In the Keychain Services Programming Guide it states the following:

"On iPhone, Keychain rights depend on the provisioning profile used to sign your application. Be sure to consistently use the same provisioning profile across different versions of your application."

Which I have no problem with but I would like to test that if I provide an update to my app in the AppStore that it will still be able to access the old values stored in the keychain. I have tried to test by updating the app with a version signed with an ad-hoc distribution profile that contained the same bundle id and product name as the original but it could not access the old value in the keychain.

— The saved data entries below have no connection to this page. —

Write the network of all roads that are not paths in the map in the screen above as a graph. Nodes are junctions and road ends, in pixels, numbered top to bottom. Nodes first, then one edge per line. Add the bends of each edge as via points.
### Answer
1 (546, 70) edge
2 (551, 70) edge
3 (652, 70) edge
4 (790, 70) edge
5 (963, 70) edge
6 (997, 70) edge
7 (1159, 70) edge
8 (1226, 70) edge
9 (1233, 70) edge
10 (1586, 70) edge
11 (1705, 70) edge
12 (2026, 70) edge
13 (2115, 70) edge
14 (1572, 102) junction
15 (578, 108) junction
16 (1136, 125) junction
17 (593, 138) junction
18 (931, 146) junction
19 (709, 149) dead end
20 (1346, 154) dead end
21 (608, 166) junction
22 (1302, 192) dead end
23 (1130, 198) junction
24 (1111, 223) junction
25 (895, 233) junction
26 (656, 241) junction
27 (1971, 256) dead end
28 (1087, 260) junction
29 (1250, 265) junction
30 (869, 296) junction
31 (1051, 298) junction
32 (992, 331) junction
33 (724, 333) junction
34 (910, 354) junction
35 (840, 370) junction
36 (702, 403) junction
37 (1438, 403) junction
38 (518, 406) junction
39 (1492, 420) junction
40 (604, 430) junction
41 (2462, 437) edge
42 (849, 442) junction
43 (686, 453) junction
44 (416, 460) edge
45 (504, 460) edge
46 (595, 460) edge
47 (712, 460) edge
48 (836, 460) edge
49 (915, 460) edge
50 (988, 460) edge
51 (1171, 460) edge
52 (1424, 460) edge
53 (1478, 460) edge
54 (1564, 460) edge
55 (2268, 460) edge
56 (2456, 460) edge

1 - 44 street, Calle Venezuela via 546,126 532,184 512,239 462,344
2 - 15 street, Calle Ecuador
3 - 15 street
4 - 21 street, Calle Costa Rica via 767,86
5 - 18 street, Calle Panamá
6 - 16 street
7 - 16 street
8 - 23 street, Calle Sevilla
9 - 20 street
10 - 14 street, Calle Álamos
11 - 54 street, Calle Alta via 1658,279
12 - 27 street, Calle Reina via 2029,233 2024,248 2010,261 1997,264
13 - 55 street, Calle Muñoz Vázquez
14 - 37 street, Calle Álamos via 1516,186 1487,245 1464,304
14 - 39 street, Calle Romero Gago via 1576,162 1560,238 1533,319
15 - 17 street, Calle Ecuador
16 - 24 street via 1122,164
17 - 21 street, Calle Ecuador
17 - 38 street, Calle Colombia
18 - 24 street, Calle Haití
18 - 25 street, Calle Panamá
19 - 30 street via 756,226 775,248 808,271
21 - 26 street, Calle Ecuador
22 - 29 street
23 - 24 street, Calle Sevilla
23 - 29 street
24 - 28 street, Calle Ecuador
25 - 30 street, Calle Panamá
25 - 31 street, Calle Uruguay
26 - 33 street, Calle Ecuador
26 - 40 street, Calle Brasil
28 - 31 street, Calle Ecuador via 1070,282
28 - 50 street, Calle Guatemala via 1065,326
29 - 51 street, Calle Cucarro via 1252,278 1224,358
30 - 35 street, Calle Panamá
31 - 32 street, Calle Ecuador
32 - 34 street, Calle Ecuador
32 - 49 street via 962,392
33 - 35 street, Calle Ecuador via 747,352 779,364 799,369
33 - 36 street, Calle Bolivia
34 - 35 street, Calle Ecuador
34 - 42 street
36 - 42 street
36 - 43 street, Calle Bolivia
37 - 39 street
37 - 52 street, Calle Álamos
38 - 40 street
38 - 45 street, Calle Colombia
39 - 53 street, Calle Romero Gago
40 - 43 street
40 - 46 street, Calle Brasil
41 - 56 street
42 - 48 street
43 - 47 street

Is the only option to submit the update to the AppStore and hope that it will work?

Answer 1

This is a good question.

One of the main reason why you might want to store some data in the keychain is to prevent malicious users from accessing it. This is quite a dry sentence on its own so I recommend reading about how someone might access that data.

Another way to access keychain data would be to create a malicious app with the same app ID as the target app. Apple have secured this route by requiring the provisioning profile to be the same.

---

So, to answer your question, you can only test the keychain data in update from the same provisioning profile, i.e.

1. Ad hoc to Ad hoc
2. App store to app store.

App store to app store is not really an option since it will be too late by then (your update will be on the market). So instead you need to delete your app store app and install an ad hoc version. Then recreate your data on the keychain, then update to the latest ad hoc version and test that it worked.

Of course this requires you to have an archived ad hoc version of the app thats currently on the app store. If you don't have this, then its not possible to test an update.